Effects of Tesamorelin on Neurocognitive Impairment in Persons With HIV and Abdominal Obesity.

BACKGROUND: In people with HIV who are virally suppressed with antiretroviral therapy, abdominal obesity (AO) is linked to neurocognitive impairment (NCI), potentially due to visceral adiposity, inflammation, and reduced insulin-like growth factor 1 (IGF-1). Tesamorelin, a growth hormone-releasing hormone, reduces AO and increases IGF-1, suggesting that it might mitigate NCI in people with HIV and viral suppression. METHODS: This 6-month phase 2 randomized open-label clinical trial compared tesamorelin vs standard of care (SOC) for NCI in people with HIV who were virally suppressed and abdominally obese (elevated waist circumference [WC]).
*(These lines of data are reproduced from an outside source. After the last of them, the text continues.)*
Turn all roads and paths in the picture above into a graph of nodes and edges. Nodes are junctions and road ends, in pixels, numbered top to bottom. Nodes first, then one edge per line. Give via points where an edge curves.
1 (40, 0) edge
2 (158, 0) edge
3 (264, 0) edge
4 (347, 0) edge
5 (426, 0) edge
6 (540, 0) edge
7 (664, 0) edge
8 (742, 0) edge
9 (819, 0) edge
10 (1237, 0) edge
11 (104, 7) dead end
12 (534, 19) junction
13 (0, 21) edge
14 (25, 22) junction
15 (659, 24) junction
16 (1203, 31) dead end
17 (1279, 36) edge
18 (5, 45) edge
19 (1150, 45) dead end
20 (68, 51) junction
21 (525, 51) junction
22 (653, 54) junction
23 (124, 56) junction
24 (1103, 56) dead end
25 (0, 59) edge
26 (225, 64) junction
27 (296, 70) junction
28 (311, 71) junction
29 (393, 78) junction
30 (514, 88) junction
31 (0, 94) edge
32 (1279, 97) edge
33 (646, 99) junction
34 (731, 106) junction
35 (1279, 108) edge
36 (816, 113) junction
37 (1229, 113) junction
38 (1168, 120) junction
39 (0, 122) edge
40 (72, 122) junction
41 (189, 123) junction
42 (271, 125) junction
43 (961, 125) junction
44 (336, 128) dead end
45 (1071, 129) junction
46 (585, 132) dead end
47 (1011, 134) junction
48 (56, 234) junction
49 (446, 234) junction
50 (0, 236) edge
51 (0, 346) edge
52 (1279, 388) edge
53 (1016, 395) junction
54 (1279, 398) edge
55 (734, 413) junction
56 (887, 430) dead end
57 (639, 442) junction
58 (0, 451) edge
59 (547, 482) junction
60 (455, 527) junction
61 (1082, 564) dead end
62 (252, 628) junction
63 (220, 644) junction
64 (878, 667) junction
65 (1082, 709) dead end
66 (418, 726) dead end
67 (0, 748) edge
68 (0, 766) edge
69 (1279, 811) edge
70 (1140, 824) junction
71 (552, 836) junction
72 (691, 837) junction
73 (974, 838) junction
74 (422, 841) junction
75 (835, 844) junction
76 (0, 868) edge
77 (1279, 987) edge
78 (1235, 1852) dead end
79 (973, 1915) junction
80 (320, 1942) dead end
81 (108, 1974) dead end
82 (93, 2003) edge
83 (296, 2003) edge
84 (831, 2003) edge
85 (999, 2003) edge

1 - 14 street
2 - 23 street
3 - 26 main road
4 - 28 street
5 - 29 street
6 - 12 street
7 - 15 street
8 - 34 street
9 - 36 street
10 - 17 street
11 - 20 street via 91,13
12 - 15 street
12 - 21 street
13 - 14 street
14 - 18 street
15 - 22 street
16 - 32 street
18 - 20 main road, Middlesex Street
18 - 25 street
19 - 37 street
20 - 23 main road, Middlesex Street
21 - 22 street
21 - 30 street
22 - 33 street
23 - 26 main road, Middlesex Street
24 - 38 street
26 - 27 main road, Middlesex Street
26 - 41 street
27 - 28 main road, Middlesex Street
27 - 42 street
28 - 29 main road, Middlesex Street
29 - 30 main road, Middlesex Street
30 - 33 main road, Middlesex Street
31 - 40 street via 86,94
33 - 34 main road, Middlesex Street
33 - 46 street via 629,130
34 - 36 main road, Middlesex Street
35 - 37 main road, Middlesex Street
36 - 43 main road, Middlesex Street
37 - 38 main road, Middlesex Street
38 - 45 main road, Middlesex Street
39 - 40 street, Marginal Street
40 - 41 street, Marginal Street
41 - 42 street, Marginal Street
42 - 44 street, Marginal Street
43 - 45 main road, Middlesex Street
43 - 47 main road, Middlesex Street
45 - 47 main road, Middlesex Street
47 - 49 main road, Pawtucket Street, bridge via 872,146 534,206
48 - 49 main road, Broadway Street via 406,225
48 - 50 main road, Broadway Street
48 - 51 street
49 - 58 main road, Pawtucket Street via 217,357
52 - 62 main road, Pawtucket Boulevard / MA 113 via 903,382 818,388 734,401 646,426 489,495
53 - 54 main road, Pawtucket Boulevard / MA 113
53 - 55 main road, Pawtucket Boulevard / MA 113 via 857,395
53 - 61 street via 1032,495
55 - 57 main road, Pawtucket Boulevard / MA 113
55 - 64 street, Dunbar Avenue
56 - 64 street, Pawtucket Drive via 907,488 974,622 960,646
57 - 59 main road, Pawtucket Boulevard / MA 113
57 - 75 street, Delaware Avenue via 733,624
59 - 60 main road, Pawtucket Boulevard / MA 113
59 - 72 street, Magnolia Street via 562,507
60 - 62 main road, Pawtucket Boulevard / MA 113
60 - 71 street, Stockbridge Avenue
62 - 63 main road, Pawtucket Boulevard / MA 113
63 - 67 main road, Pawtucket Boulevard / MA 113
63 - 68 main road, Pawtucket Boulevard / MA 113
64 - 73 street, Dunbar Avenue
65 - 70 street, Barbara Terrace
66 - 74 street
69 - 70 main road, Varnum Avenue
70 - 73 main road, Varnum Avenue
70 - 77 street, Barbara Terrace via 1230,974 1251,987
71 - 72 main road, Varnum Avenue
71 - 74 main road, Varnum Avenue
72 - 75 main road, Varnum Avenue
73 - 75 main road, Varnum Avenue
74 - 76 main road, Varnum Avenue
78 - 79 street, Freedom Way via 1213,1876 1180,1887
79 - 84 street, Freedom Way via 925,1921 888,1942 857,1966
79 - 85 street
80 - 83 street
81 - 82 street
Exclusions included conditions other than HIV causing NCI, active substance use disorder, and malignancy. RESULTS: Seventy-three participants were randomized 3:2 to tesamorelin or SOC (2 mg subcutaneously daily). The primary outcome was the change in neurocognitive performance at 6 months, with secondary outcomes including WC, mood, and daily functioning. The groups were well matched at baseline. The tesamorelin group showed a trend toward improved neurocognitive performance after 6 months (mean change, 0.146; 95% CI, -.002 to .294; P = .060) while the SOC group did not (0.103; 95% CI, -.095 to .301; P = .295), but the between-group difference was not significant (P = .673). IGF-1 levels increased, but changes did not correlate with summary regression change score or WC. The tesamorelin group had a greater reduction in WC than the SOC group (median difference, -2.7 cm; P = .015). CONCLUSIONS: While tesamorelin reduced WC, the cognitive benefits did not significantly differ between groups. Recognizing the limitations of insufficient power and no placebo arm, this study suggests no clear benefit of short-term AO reduction with tesamorelin on NCI.